_DATA TO USE_:
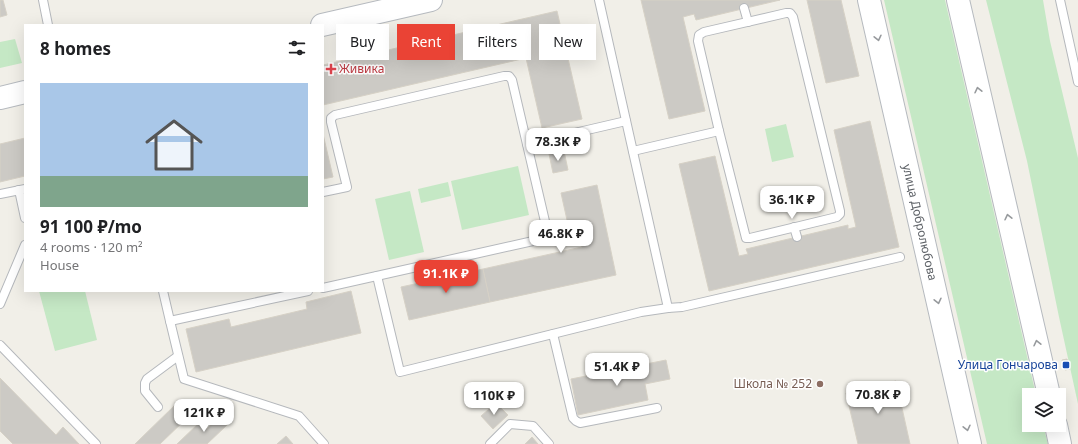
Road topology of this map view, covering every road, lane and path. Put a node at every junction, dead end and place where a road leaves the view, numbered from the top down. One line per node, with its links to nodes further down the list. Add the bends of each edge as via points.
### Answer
1 (43, 0): 10 (lane)
2 (431, 0): 7 (street)
3 (598, 0): 15 (lane)
4 (870, 0): 47 (street, улица Добролюбова, one-way to 47)
5 (958, 0): 39 (street, one-way to 5)
6 (1060, 0): 12 (lane)
7 (398, 4): 11 (street)
8 (744, 8): 9 (lane)
9 (748, 22): 16 (lane, via 699,35); 23 (lane, via 786,13 793,17 840,211 837,217)
10 (48, 24)
11 (324, 24)
12 (1078, 82)
13 (24, 92): 14 (street)
14 (0, 98)
15 (626, 120): 17 (lane); 18 (lane)
16 (719, 131): 18 (lane); 23 (lane, via 746,238)
17 (527, 144): 20 (lane, via 509,76 335,115 331,122 347,186); 28 (lane, via 547,230 546,236)
18 (633, 151): 34 (lane)
19 (22, 189): 21 (lane); 22 (lane)
20 (324, 192)
21 (0, 194)
22 (24, 208)
23 (794, 227): 24 (lane)
24 (797, 237)
25 (24, 247): 33 (lane)
26 (900, 257): 29 (lane)
27 (804, 269): 29 (lane)
28 (377, 276): 30 (lane); 36 (lane, via 400,372)
29 (806, 278): 34 (lane)
30 (324, 288)
31 (163, 292): 35 (lane)
32 (303, 292): 35 (lane)
33 (0, 304)
34 (668, 308): 36 (lane, via 641,312)
35 (170, 321): 38 (lane)
36 (553, 334): 41 (lane, via 576,422)
37 (0, 345): 43 (lane)
38 (178, 356): 40 (lane, via 147,378 145,383 145,391); 44 (lane, via 184,379 299,416)
39 (1047, 388)
40 (158, 407)
41 (658, 408)
42 (1057, 432): 48 (street)
43 (96, 444)
44 (324, 444)
45 (490, 444): 46 (lane, via 510,424 533,426)
46 (549, 444)
47 (970, 444)
48 (1060, 444)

_DIRECTIONS_:
Filter the records above for "street" and copy every matching line.

_SOLUTION TO THIS EXERCISE_:
2 (431, 0): 7 (street)
4 (870, 0): 47 (street, улица Добролюбова, one-way to 47)
5 (958, 0): 39 (street, one-way to 5)
7 (398, 4): 11 (street)
13 (24, 92): 14 (street)
42 (1057, 432): 48 (street)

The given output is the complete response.